CHIETI. «Perplessità su tempi e modi della ristrutturazione del Santissima Annunziata e inerzia sull’assistenza territoriale: sono le parole rivolte alla mia persona dall’amministrazione comunale di Chieti che mi lasciano amareggiato». Così il direttore generale Asl Thomas Schael a proposito dei commenti alla notizia dell’ok romano al progetto di ristrutturazione dell’ospedale. «Non posso credere», continua, «che a fronte di un investimento multimilionario sulla città che non conosce precedenti la reazione del sindaco sia di tiepida soddisfazione, condita di interrogativi circa la capacità dell’azienda di conciliare i lavori con la continuità delle attività». Ce n’è anche per l’assessore Fabio Stella che aveva sottolineano le lungaggini sulla realizzazione della casa di comunità allo Scalo: dovrebbe avere «perfetta conoscenza», dice Schael, «dei nodi burocratici che bloccano l’iter. Gli aspetti relativi alla proprietà del terreno hanno dato uno stop alla formale acquisizione della struttura da parte della Asl, che non può e non potrà investire fondi del Pnrr su un bene che non rientra nel proprio patrimonio immobiliare. Aggiungo che la situazione di stallo dell’asilo Peter Pan condiziona anche la realizzazione della casa di comunità nell’ex Santissima Annunziata».

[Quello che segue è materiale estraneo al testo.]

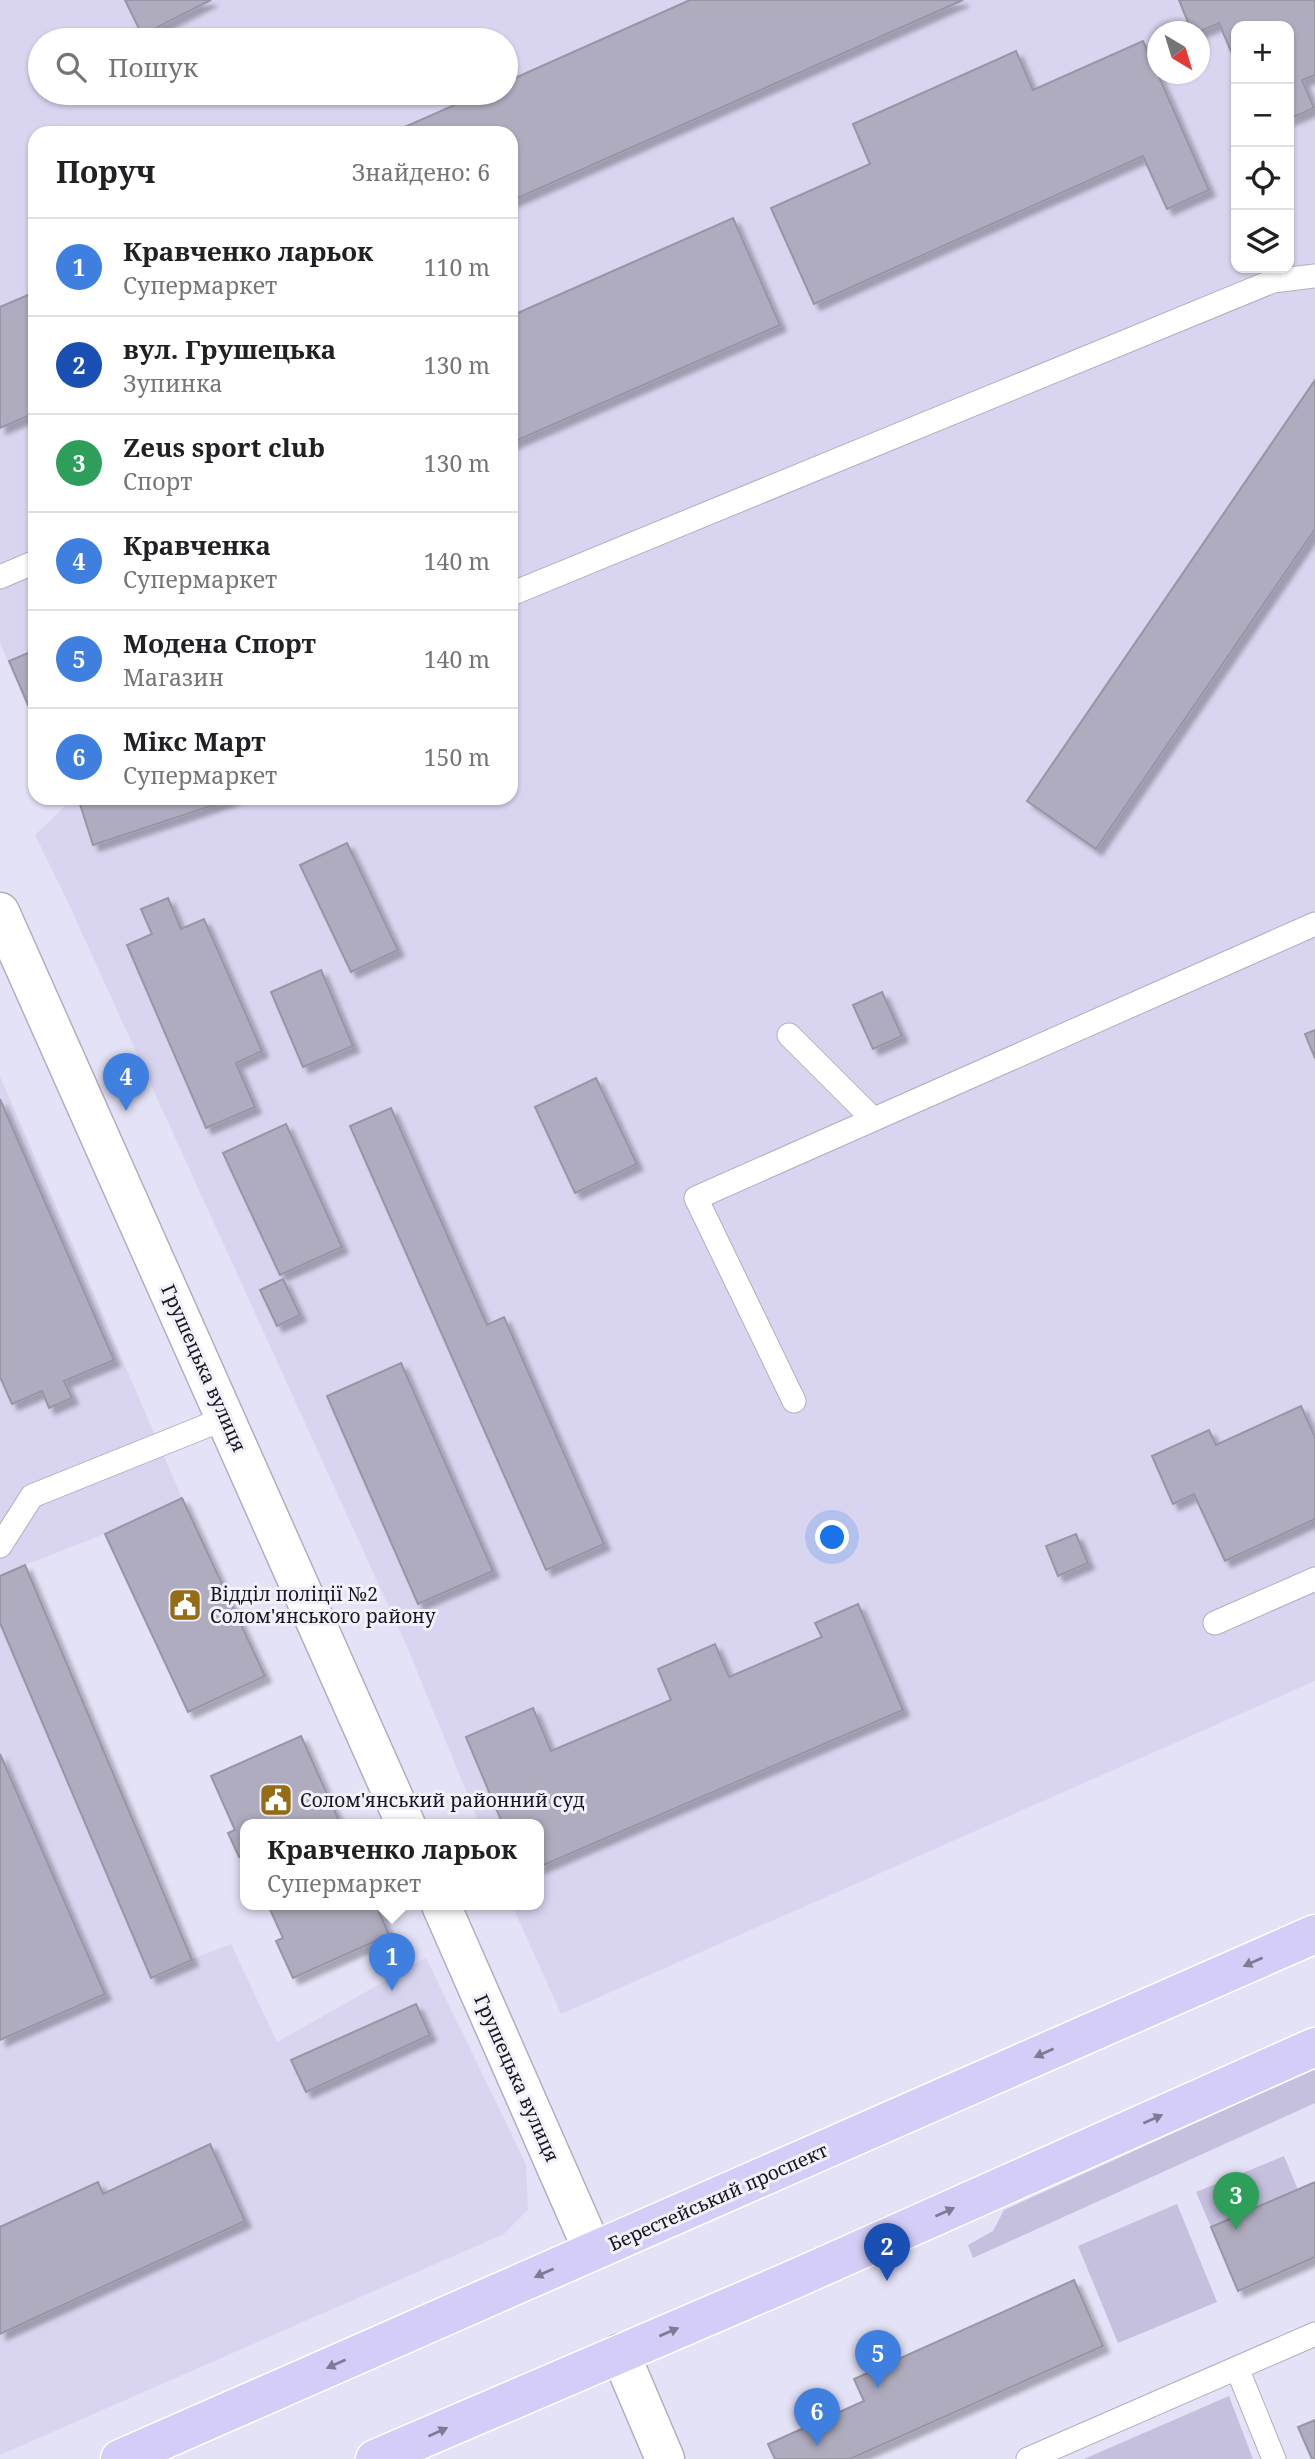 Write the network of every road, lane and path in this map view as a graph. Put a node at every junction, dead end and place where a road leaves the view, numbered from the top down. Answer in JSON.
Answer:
{"nodes":[{"id":1,"x":1315,"y":276,"type":"edge"},
{"id":2,"x":28,"y":565,"type":"edge"},
{"id":3,"x":0,"y":577,"type":"edge"},
{"id":4,"x":518,"y":591,"type":"edge"},
{"id":5,"x":0,"y":912,"type":"edge"},
{"id":6,"x":1315,"y":924,"type":"edge"},
{"id":7,"x":789,"y":1035,"type":"dead end"},
{"id":8,"x":873,"y":1119,"type":"junction"},
{"id":9,"x":794,"y":1401,"type":"dead end"},
{"id":10,"x":226,"y":1418,"type":"junction"},
{"id":11,"x":0,"y":1546,"type":"edge"},
{"id":12,"x":1315,"y":1579,"type":"edge"},
{"id":13,"x":1215,"y":1623,"type":"dead end"},
{"id":14,"x":402,"y":1819,"type":"edge"},
{"id":15,"x":443,"y":1910,"type":"edge"},
{"id":16,"x":1315,"y":1934,"type":"edge"},
{"id":17,"x":1315,"y":2047,"type":"edge"},
{"id":18,"x":593,"y":2251,"type":"junction"},
{"id":19,"x":1315,"y":2334,"type":"edge"},
{"id":20,"x":620,"y":2353,"type":"junction"},
{"id":21,"x":1237,"y":2368,"type":"junction"},
{"id":22,"x":120,"y":2459,"type":"edge"},
{"id":23,"x":375,"y":2459,"type":"edge"},
{"id":24,"x":665,"y":2459,"type":"edge"},
{"id":25,"x":1028,"y":2459,"type":"edge"},
{"id":26,"x":1274,"y":2459,"type":"edge"}],
"edges":[{"from":1,"to":4,"type":"lane"},
{"from":2,"to":3,"type":"lane"},
{"from":5,"to":10,"type":"street","name":"Грушецька вулиця"},
{"from":6,"to":8,"type":"lane"},
{"from":7,"to":8,"type":"lane"},
{"from":8,"to":9,"type":"lane"},
{"from":10,"to":11,"type":"lane"},
{"from":10,"to":14,"type":"street","name":"Грушецька вулиця"},
{"from":12,"to":13,"type":"lane"},
{"from":15,"to":18,"type":"street","name":"Грушецька вулиця"},
{"from":16,"to":18,"type":"main road","name":"Берестейський проспект","one_way":true},
{"from":20,"to":17,"type":"main road","one_way":true},
{"from":18,"to":22,"type":"main road","name":"Берестейський проспект","one_way":true},
{"from":19,"to":21,"type":"lane"},
{"from":23,"to":20,"type":"main road","one_way":true},
{"from":20,"to":24,"type":"street"},
{"from":21,"to":25,"type":"lane"},
{"from":21,"to":26,"type":"lane"}]}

A fianco di Marsilio anche il consigliere comunale FdI Roberto Miscia: «Un complesso intervento come quello programmato dalla Regione porterà con sé fisiologici ma temporanei disagi. Ma il buon Ferrara, invece di gufare sui risultati altrui, farebbe bene a concentrarsi sull’amministrazione. Pensi a consegnare il prima possibile l’ex asilo Peter Pan e scongiurare un ulteriore danno con la perdita dei finanziamenti per la realizzazione della casa di comunità nell’ex Santissima Annunziata». E Stella replica: «I lavori con i fondi Pnrr possono essere fatti anche con un comodato d’uso di 50 anni. Non è necessario essere proprietari dell’immobile del Peter Pan, ma é sufficiente il comodato d’uso tra Comune e Asl. Mi meraviglia che Schael non lo sappia o fa finta di non sapere. I cittadini dello Scalo sono stufi di questa inerzia e di essere privi di servizi sanitari essenziali». (a.i.)